Zhang Jin, Hamlyn John M, Karashima Eiji, Raina Hema, Mauban Joseph R H, Izuka Michelle, Berra-Romani Roberto, Zulian Alessandra, Wier W Gil, Blaustein Mordecai P
Department of Physiology, University of Maryland School of Medicine, Baltimore, MD 21201, USA.
Am J Physiol Heart Circ Physiol. 2009 Sep;297(3):H1140-50. doi: 10.1152/ajpheart.00436.2009. Epub 2009 Jul 17.

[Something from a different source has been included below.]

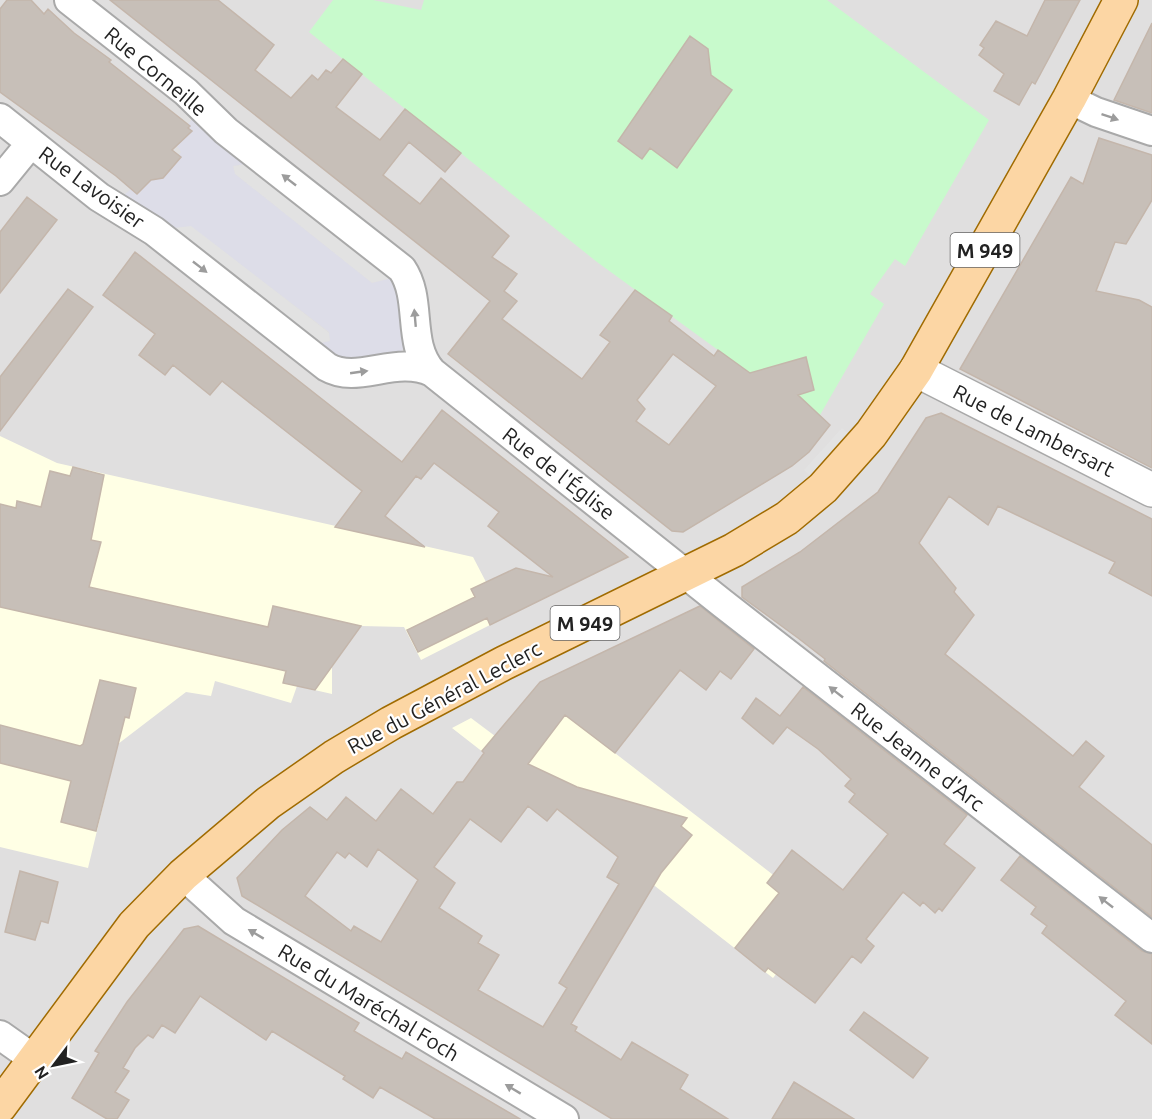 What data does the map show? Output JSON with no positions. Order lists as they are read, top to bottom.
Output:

Prolonged ouabain administration to normal rats causes sustained blood pressure (BP) elevation. This ouabain-induced hypertension (OH) has been attributed, in part, to the narrowing of third-order resistance arteries (approximately 320 microm internal diameter) as a result of collagen deposition in the artery media. Here we describe the structural and functional properties of fourth-order mesenteric small arteries from control and OH rats, including the effect of low-dose ouabain on myogenic tone in these arteries. Systolic BP in OH rats was 138 +/- 3 versus 124 +/- 4 mmHg in controls (P < 0.01). Pressurized (70 mmHg) control and OH arteries, with only a single layer of myocytes, both had approximately 165-microm internal diameters and approximately 20-microm wall thicknesses. Even after fixation, despite vasoconstriction, the diameters and wall thicknesses did not differ between control and OH fourth-order arteries, whereas in third-order arteries, both parameters were significantly smaller in OH than in controls. Myogenic reactivity was significantly augmented in OH fourth-order arteries. Nevertheless, phenylephrine- (1 microM) and high K(+)-induced vasoconstrictions and acetylcholine-induced vasodilation were comparable in control and OH arteries. Vasoconstrictions induced by 5 microM phenylephrine and by 10 mM caffeine in Ca(2+)-free media indicated that releasable sarcoplasmic reticulum Ca(2+) stores were normal in OH arteries. Importantly, 100 nM ouabain constricted both control and OH arteries by approximately 26 microm, indicating that this response was not downregulated in OH rats. This maximal ouabain-induced constriction corresponds to a approximately 90% increase in resistance to flow in these small arteries; thus ouabain at EC(50) of approximately 0.66 nM should raise resistance by approximately 35%. We conclude that dynamic constriction in response to circulating nanomolar ouabain in small arteries likely makes a major contribution to the increased vascular tone and BP in OH rats.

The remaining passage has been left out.